A atual presença dos povos indígenas impõe a necessidade de repensar uma idéia da colonização como uma grande conquista de povos, pacíficos e subjugados, derrotados e massacrados. Além dos confrontos abertos, circunstancialmente foram elaboradas diversas estratégias de resistência, às vezes silenciosas, invisíveis, camufladas, tecidas ao longo de anos, que foram envolvendo os colonizadores. Enfim, uma derrota ainda que relativa, da colonização, pela capacidade histórica dos povos indígenas, em regiões como o Nordeste do Brasil, elaboraram diferentes estratégias de resistência, para a afirmação étnica e conquista do apoio da sociedade para o reconhecimento oficial, para a conquista e a garantia dos seus direitos.

As pesquisas e reflexões históricas que ora vem sendo realizadas sobre os povos indígenas no Nordeste, a partir de abordagens que incorporam as discussões interdisciplinares mais recentes, além de possibilitarem rever uma história linear, ufanista, como uma grande conquista, estão contribuindo para um maior conhecimento das relações coloniais. Onde os indígenas foram e são atores/sujeitos, contribuindo também para compreensão do processo histórico de emergência étnica na Região e da atualidade dos povos indígenas no Nordeste.
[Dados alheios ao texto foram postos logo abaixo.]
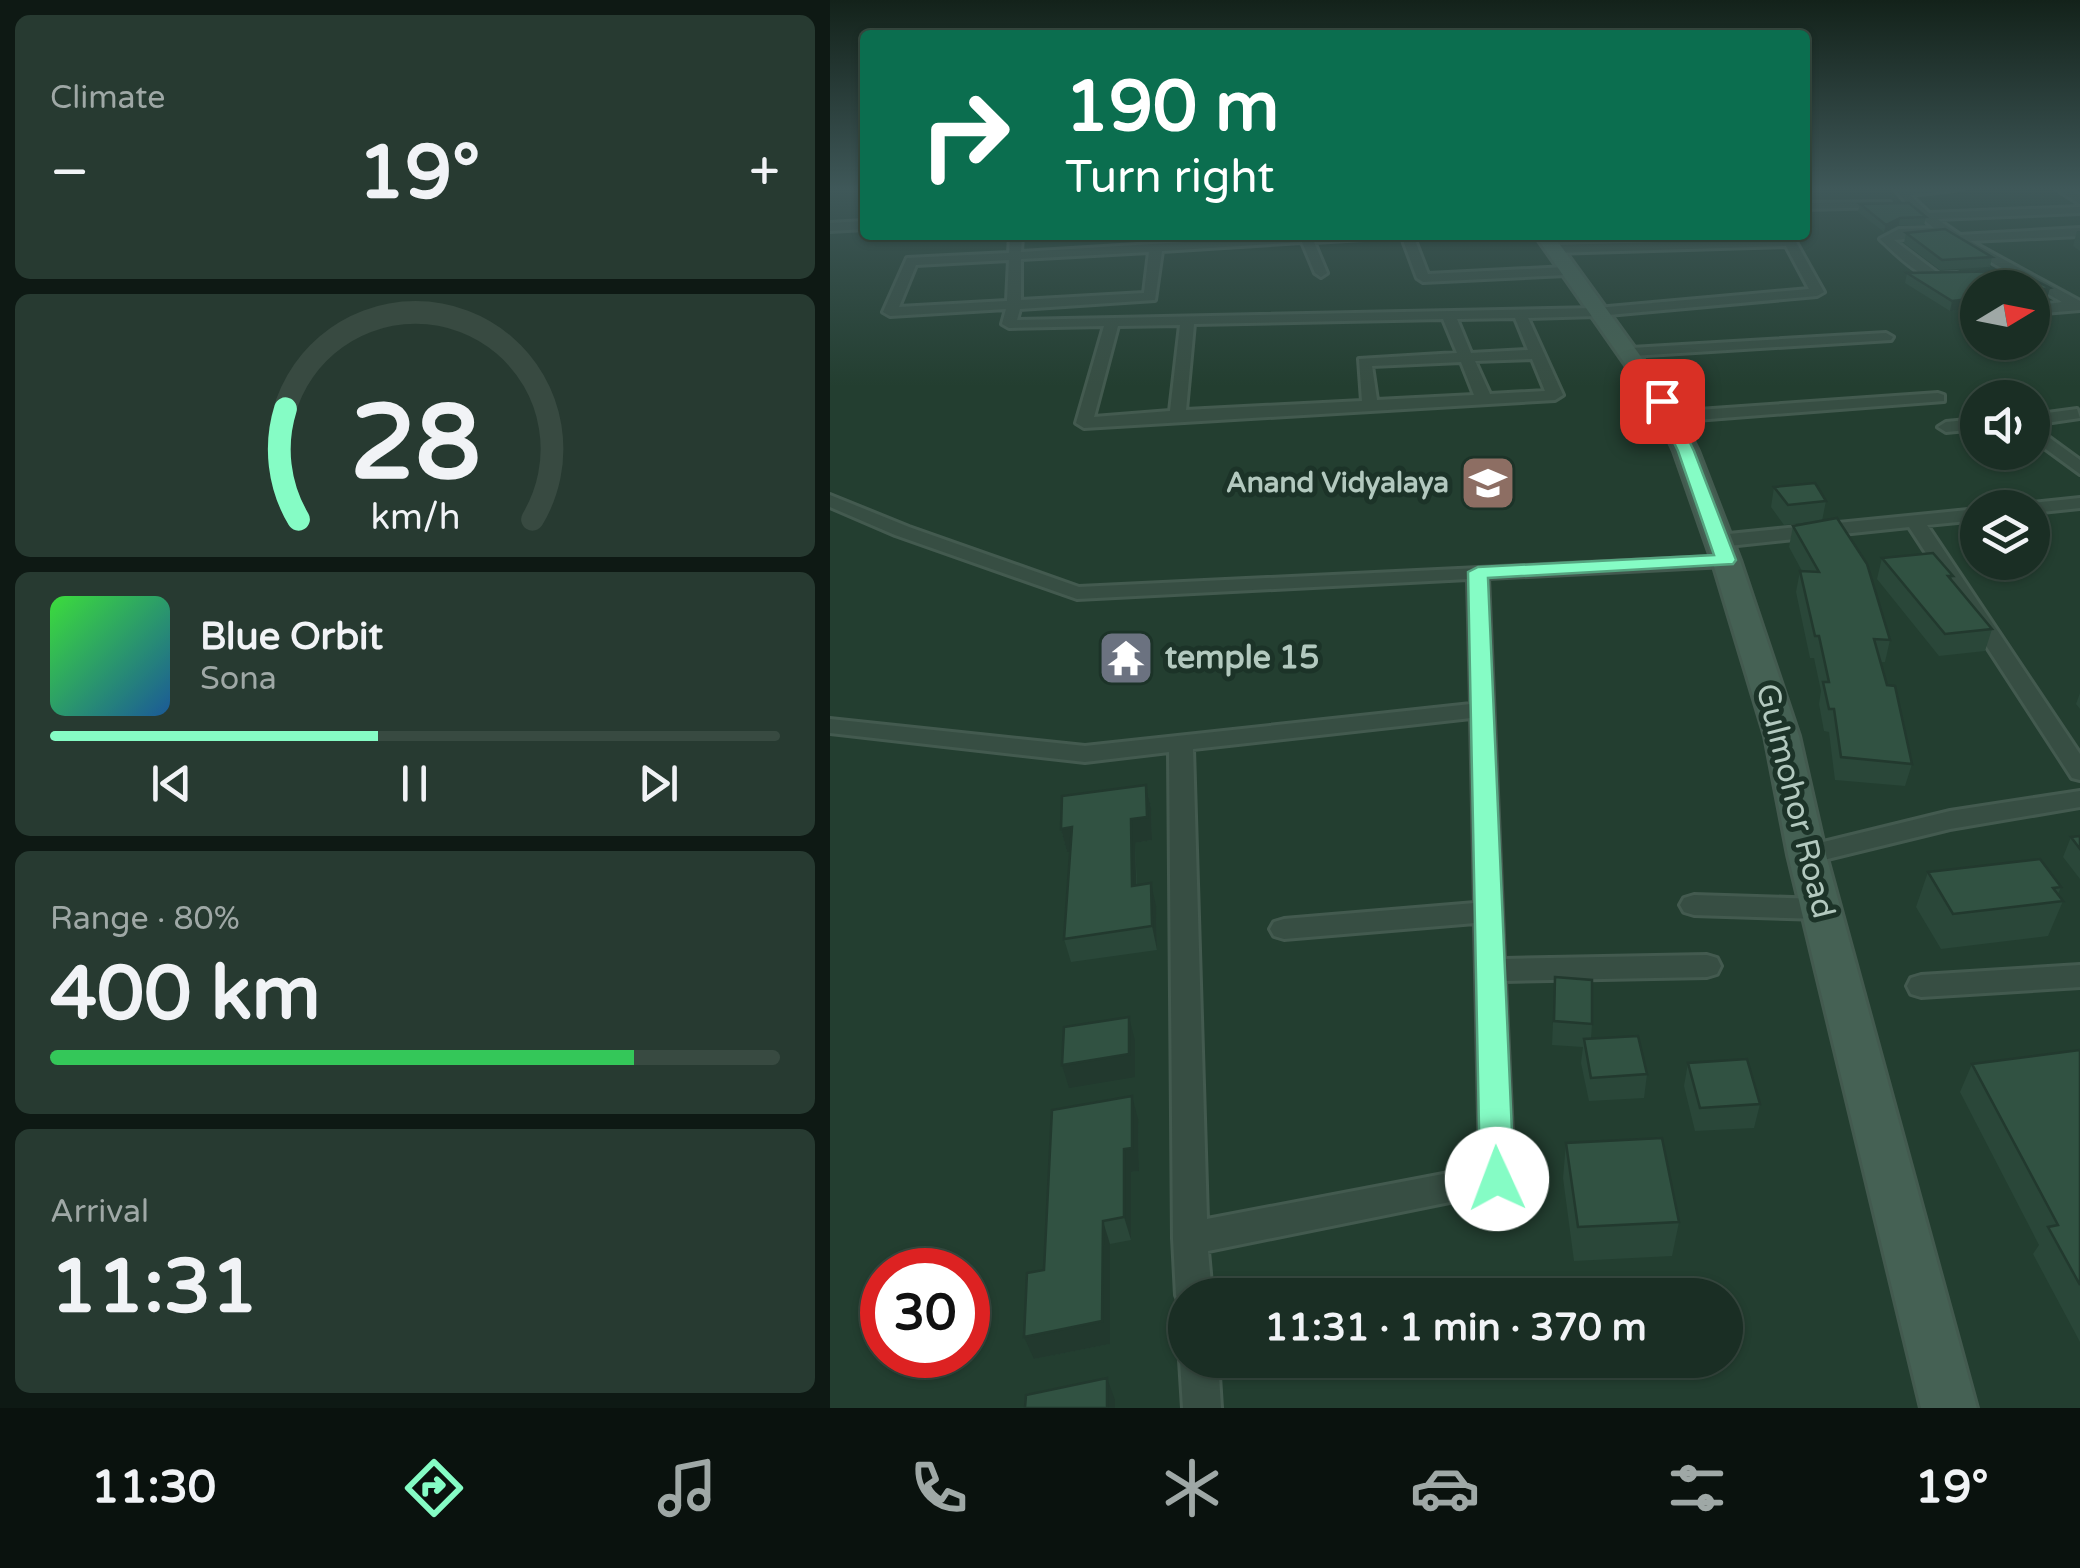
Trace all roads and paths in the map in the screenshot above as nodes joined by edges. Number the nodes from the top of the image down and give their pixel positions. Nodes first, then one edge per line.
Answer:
1 (1037, 255) edge
2 (1155, 255) edge
3 (1313, 255) edge
4 (1414, 255) edge
5 (1541, 255) edge
6 (1557, 255) edge
7 (1797, 255) edge
8 (1906, 255) edge
9 (1990, 255) edge
10 (1014, 256) junction
11 (2015, 270) edge
12 (1321, 273) dead end
13 (1960, 277) edge
14 (2050, 290) edge
15 (2078, 305) edge
16 (1014, 306) junction
17 (2050, 308) edge
18 (1596, 312) junction
19 (1520, 314) junction
20 (1448, 315) junction
21 (1187, 320) junction
22 (1112, 322) junction
23 (1886, 337) dead end
24 (1631, 352) junction
25 (1537, 354) junction
26 (1466, 357) junction
27 (1938, 398) dead end
28 (1484, 399) junction
29 (1370, 405) junction
30 (2077, 414) dead end
31 (1178, 415) junction
32 (1670, 417) junction
33 (2050, 418) edge
34 (1960, 425) edge
35 (1946, 426) dead end
36 (2050, 445) edge
37 (2080, 469) edge
38 (830, 500) edge
39 (2080, 504) edge
40 (2050, 506) edge
41 (1960, 516) edge
42 (1914, 521) junction
43 (1722, 550) junction
44 (1478, 572) junction
45 (1480, 710) junction
46 (830, 726) edge
47 (1181, 744) junction
48 (2080, 772) edge
49 (2080, 799) edge
50 (1808, 855) junction
51 (1694, 905) dead end
52 (1822, 909) junction
53 (1488, 912) junction
54 (1284, 928) dead end
55 (1707, 966) dead end
56 (1490, 970) junction
57 (2080, 976) edge
58 (1921, 986) dead end
59 (1190, 1238) junction
60 (1193, 1278) edge
61 (1200, 1378) edge
62 (1202, 1408) edge
63 (1948, 1408) edge

1 - 10 street
2 - 16 street
3 - 12 street
4 - 5 street
6 - 18 street, Gulmohor Road
7 - 18 street
8 - 13 street
9 - 11 street
10 - 16 street
10 - 16 street
14 - 15 street
15 - 17 street
16 - 22 street
18 - 19 street
18 - 24 street, Gulmohor Road
19 - 20 street
19 - 25 street
20 - 21 street
20 - 26 street
21 - 22 street
21 - 31 street
22 - 31 street
23 - 24 street
24 - 32 street, Gulmohor Road
25 - 26 street
25 - 28 street
26 - 28 street
26 - 29 street
27 - 32 street
28 - 29 street
29 - 31 street
30 - 33 street
32 - 43 street, Gulmohor Road
34 - 35 street
36 - 37 street
38 - 44 street
39 - 40 street
41 - 42 street
42 - 43 street
42 - 48 street
43 - 44 street
43 - 50 street, Gulmohor Road
44 - 45 street
45 - 47 street
45 - 53 street
46 - 47 street
47 - 59 street
49 - 50 street
50 - 52 street, Gulmohor Road
51 - 52 street
52 - 63 street, Gulmohor Road
53 - 54 street
53 - 56 street
55 - 56 street
56 - 59 street
57 - 58 street
59 - 60 street
61 - 62 street

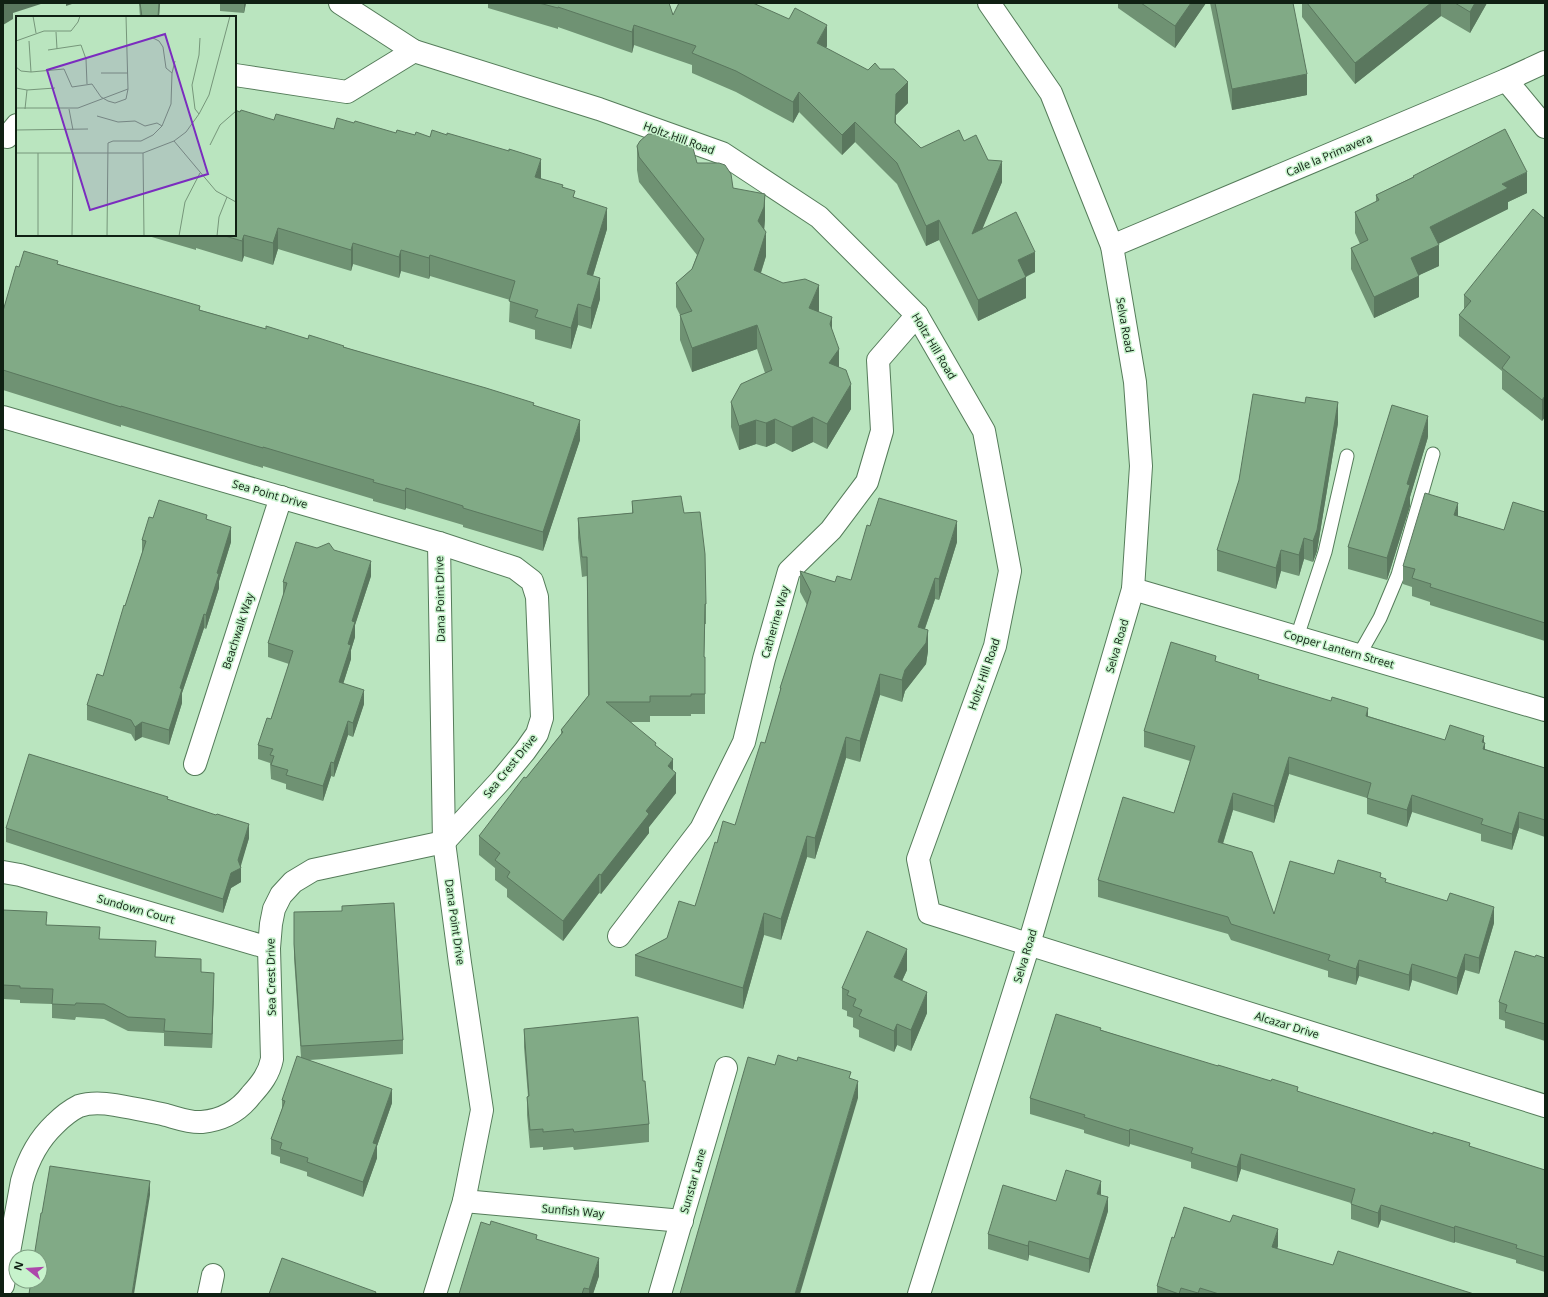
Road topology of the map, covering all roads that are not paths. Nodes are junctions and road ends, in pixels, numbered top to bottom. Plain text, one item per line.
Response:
1 (340, 3) edge
2 (989, 3) edge
3 (414, 51) junction
4 (1545, 62) edge
5 (236, 75) edge
6 (1506, 80) junction
7 (1545, 127) edge
8 (1112, 246) junction
9 (917, 315) junction
10 (3, 417) edge
11 (1434, 454) dead end
12 (1347, 456) dead end
13 (281, 497) junction
14 (439, 543) junction
15 (532, 581) joint
16 (1134, 588) junction
17 (1297, 637) junction
18 (1359, 655) junction
19 (1545, 710) edge
20 (196, 764) dead end
21 (444, 842) junction
22 (3, 872) edge
23 (620, 936) dead end
24 (1028, 944) junction
25 (269, 948) junction
26 (726, 1068) dead end
27 (1545, 1106) edge
28 (464, 1201) junction
29 (682, 1221) junction
30 (3, 1285) edge
31 (435, 1294) edge
32 (660, 1294) edge
33 (919, 1294) edge

1 - 3 street, Holtz Hill Road
2 - 8 street, Selva Road
3 - 5 street
3 - 9 street, Holtz Hill Road
4 - 6 street, Calle la Primavera
6 - 7 street
6 - 8 street, Calle la Primavera
8 - 16 street, Selva Road
9 - 23 street, Catherine Way
9 - 24 street, Holtz Hill Road
10 - 13 street, Sea Point Drive
11 - 18 lane
12 - 17 lane
13 - 14 street, Sea Point Drive
13 - 20 street, Beachwalk Way
14 - 15 street, Sea Point Drive
14 - 21 street, Dana Point Drive
15 - 21 street, Sea Crest Drive
16 - 17 street, Copper Lantern Street
16 - 24 street, Selva Road
17 - 18 street, Copper Lantern Street
18 - 19 street, Copper Lantern Street
21 - 25 street, Sea Crest Drive
21 - 28 street, Dana Point Drive
22 - 25 street, Sundown Court
24 - 27 street, Alcazar Drive
24 - 33 street, Selva Road
25 - 30 street, Sea Crest Drive
26 - 29 street, Sunstar Lane
28 - 29 street, Sunfish Way
28 - 31 street, Dana Point Drive
29 - 32 street, Sunstar Lane

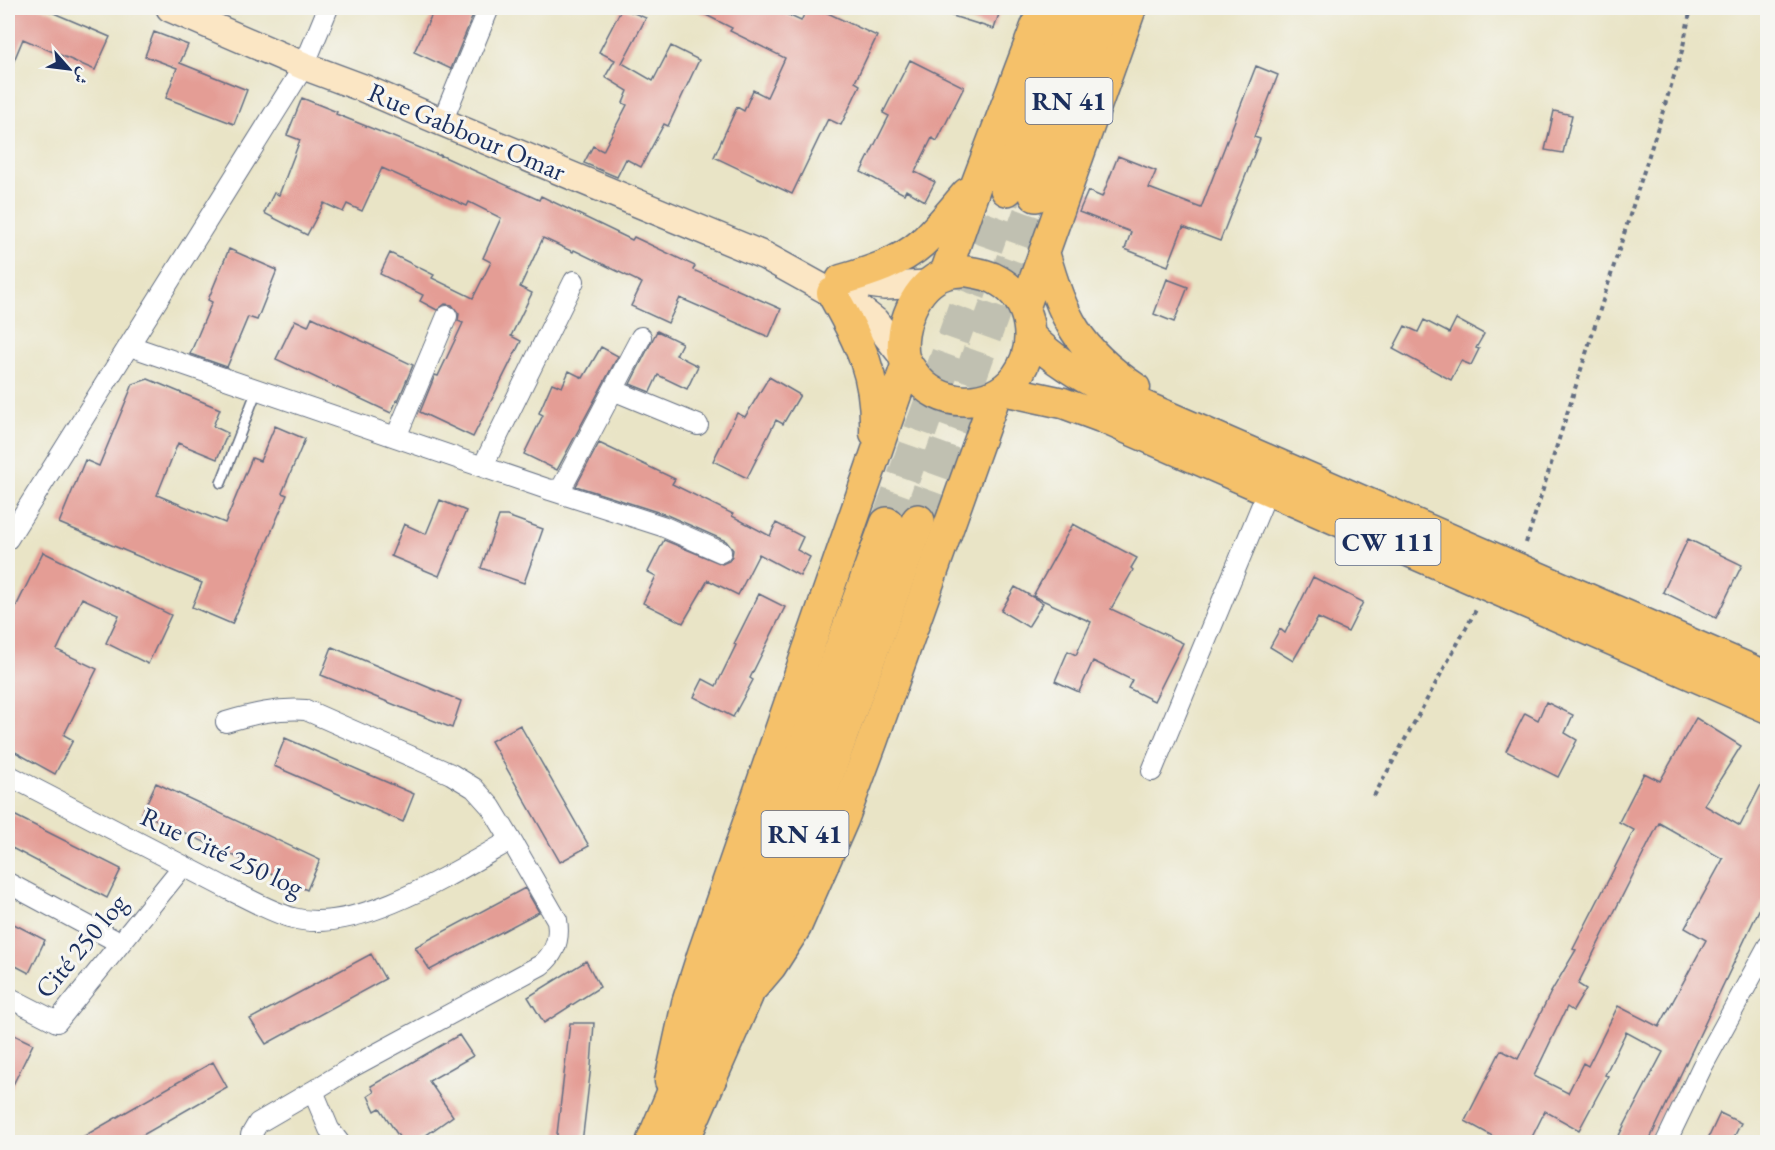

Nos últimos anos, os povos indígenas no Nordeste, assim como em todo o Brasil fortaleceram suas organizações, intensificaram as mobilizações pelo reconhecimento étnico enquanto povos diferenciados, pela demarcação e retirada dos invasores de suas terras, pelas conquistas e garantia dos seus direitos a uma assistência de saúde e educação diferenciadas. Esses povos ocupam um inegável lugar no cenário político, obrigando-nos a rever a História, superar equívocos, preconceitos e omissões e a tradicional idéia errônea de uma homogeneidade cultural no Brasil. O Ensino de História deve incorporar essas discussões, ou do contrário continuará reproduzindo imagens ultrapassadas, descabidas e violentas sobre/contra os povos indígenas.



A seguir estão sugestões a serem discutidas e implementadas no sentido de contribuir de forma efetiva com o fim dos equívocos, preconceitos e omissões no ensino sobre a temática indígena. Essas propostas devem estar baseadas antes de tudo nos esforços do conhecimento da situação em que vivem e a superação de toda e qualquer forma de discriminações contra os povos indígenas, bem como e pelo reconhecimento de seus direitos históricos:

  • Incluir a temática indígena nas capacitações, estudos e treinamentos periódicos do professorado, a ser abordada na perspectiva da pluralidade cultural historicamente existente no Brasil e na sociedade em que vivemos: através de cursos, seminários, encontros de estudos específicos e interdisciplinares destinados ao professorado e demais trabalhadores/as em educação, com a participação de indígenas e assessoria de especialistas reconhecidos.

  • Promover estudos específicos para que o professorado de História possa conhecer os povos indígenas no Brasil, possibilitando uma melhor abordagem ao tratar da temática indígena em sala de aula, particularmente nos municípios onde atualmente habitam povos indígenas.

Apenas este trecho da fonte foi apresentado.